Wyoming would have been the only state left out of settlement talks planned for Wednesday, but scuttled after Molloy’s ruling. No settlement offer was on the table, but several wildlife advocacy groups and officials from Montana, Idaho and the federal government were hoping to find some common ground.
Unsworth said Fish and Game, which didn’t organize the meeting, has no general plans for collaboration with Wyoming wildlife officials because their plan was created by the Wyoming Legislature, leaving wildlife officials with no flexibility.
Idaho does plan to try to salvage its wolf hunt this fall, Unsworth said, comparing the situation to fishing for some salmon and steelhead, even though those migratory fish in Idaho are also protected under the ESA.
The state suspended hunting-tag sales Thursday, and will offer refunds to the 6,000 hunters who have purchased tags since Jan. 1 if they haven’t been used.
Response from private groups fell predictably on both sides of the spectrum.
Bob Clark, associate regional organizer of the wolf program for plaintiff the Sierra Club, said the group was pleased that Molloy stood up for science and the law. Under the Endangered Species Act, delisting a single species on a state-by-state basis is illegal and would have set a dangerous precedent for other species, Clark said.
“Having Wyoming come up with a better plan would make it easier on everyone,” Clark said.
The Rocky Mountain Elk Foundation did more than object to the ruling; it’s taking on the Endangered Species Act itself. A Friday press release said the foundation is calling for immediate congressional reform and review of the act because it doesn’t give state wildlife officials the authority to manage wolf populations.
However, Fish and Game is allowed to manage wolf populations south of Interstate 90 if wolves kill livestock or significant numbers of big game.
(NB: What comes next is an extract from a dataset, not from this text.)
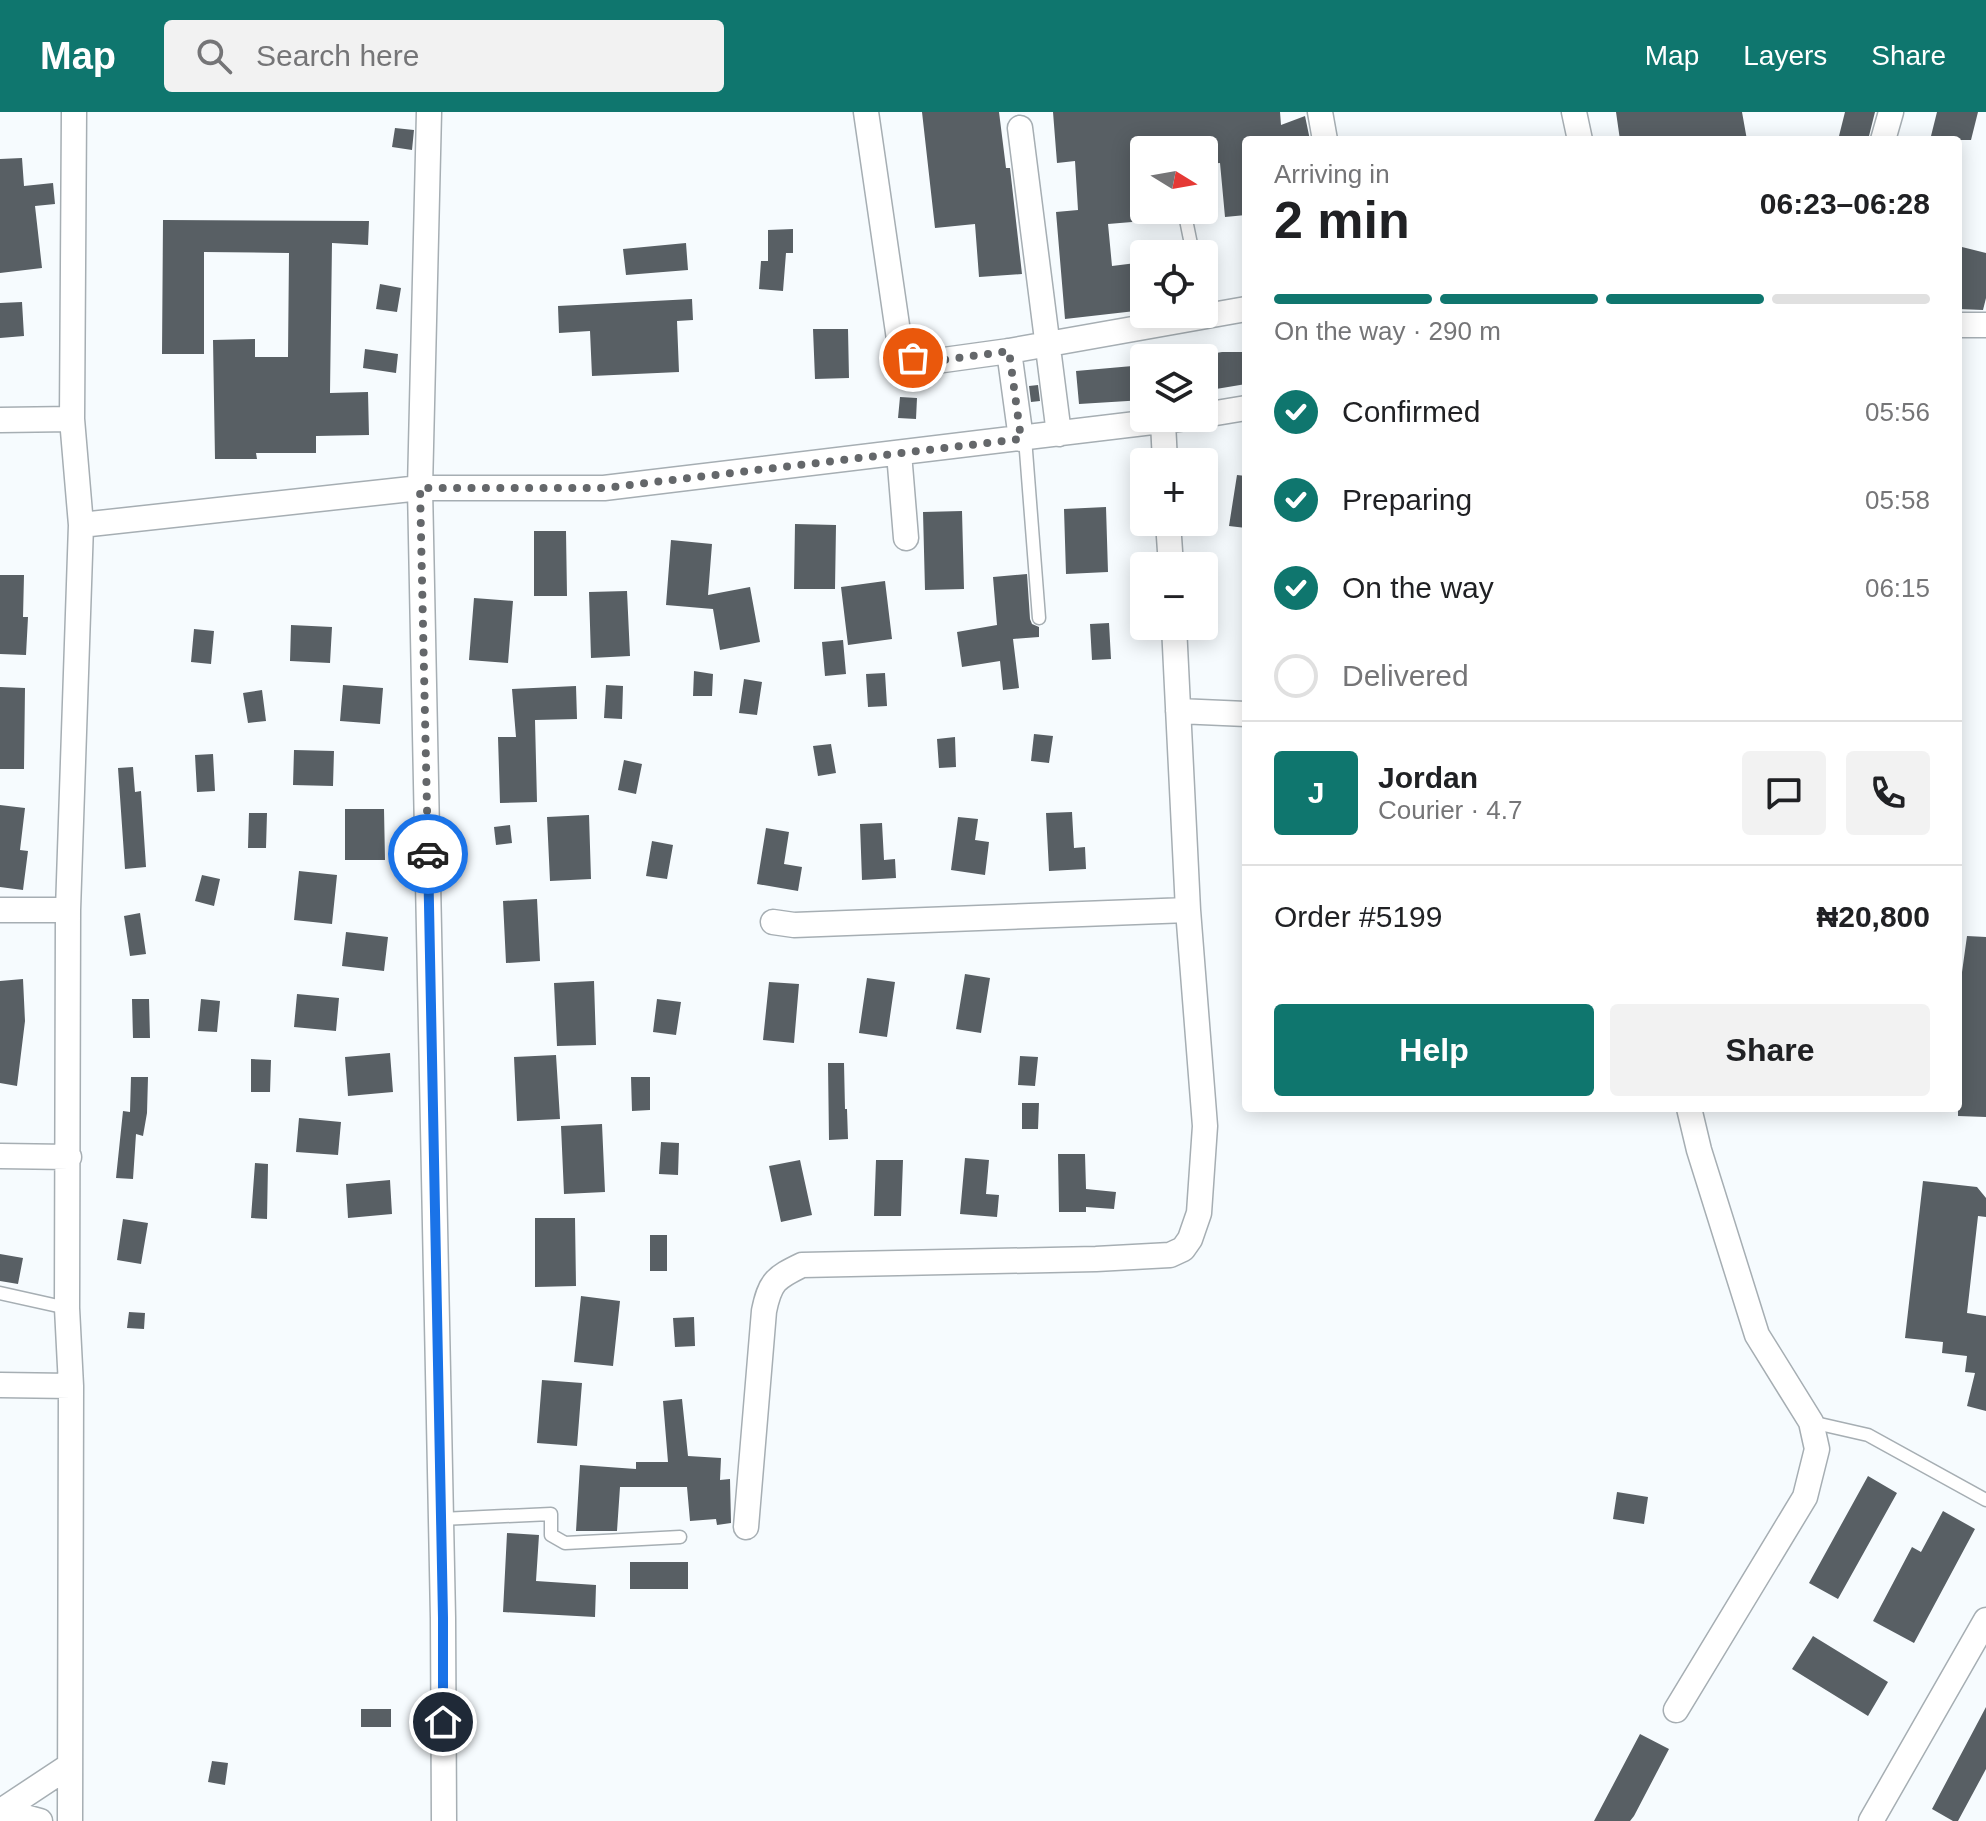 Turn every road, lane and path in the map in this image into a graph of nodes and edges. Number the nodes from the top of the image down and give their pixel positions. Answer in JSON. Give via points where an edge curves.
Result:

Unsworth said officials from the U.S. Department of Agriculture’s Wildlife Services and Fish and Game can cull wolves using a number of methods, with the exception of poison.
Fish and Game spokesman Niels Nokkentved told the Times-News the department is already developing a proposal for such steps in the Lolo elk management area, where elk numbers are down. Managing for a minimum of 20 to 30 wolves over five years would mean initially killing 40 to 50 wolves, followed by a few kills each year.
The Associated Press contributed to this report.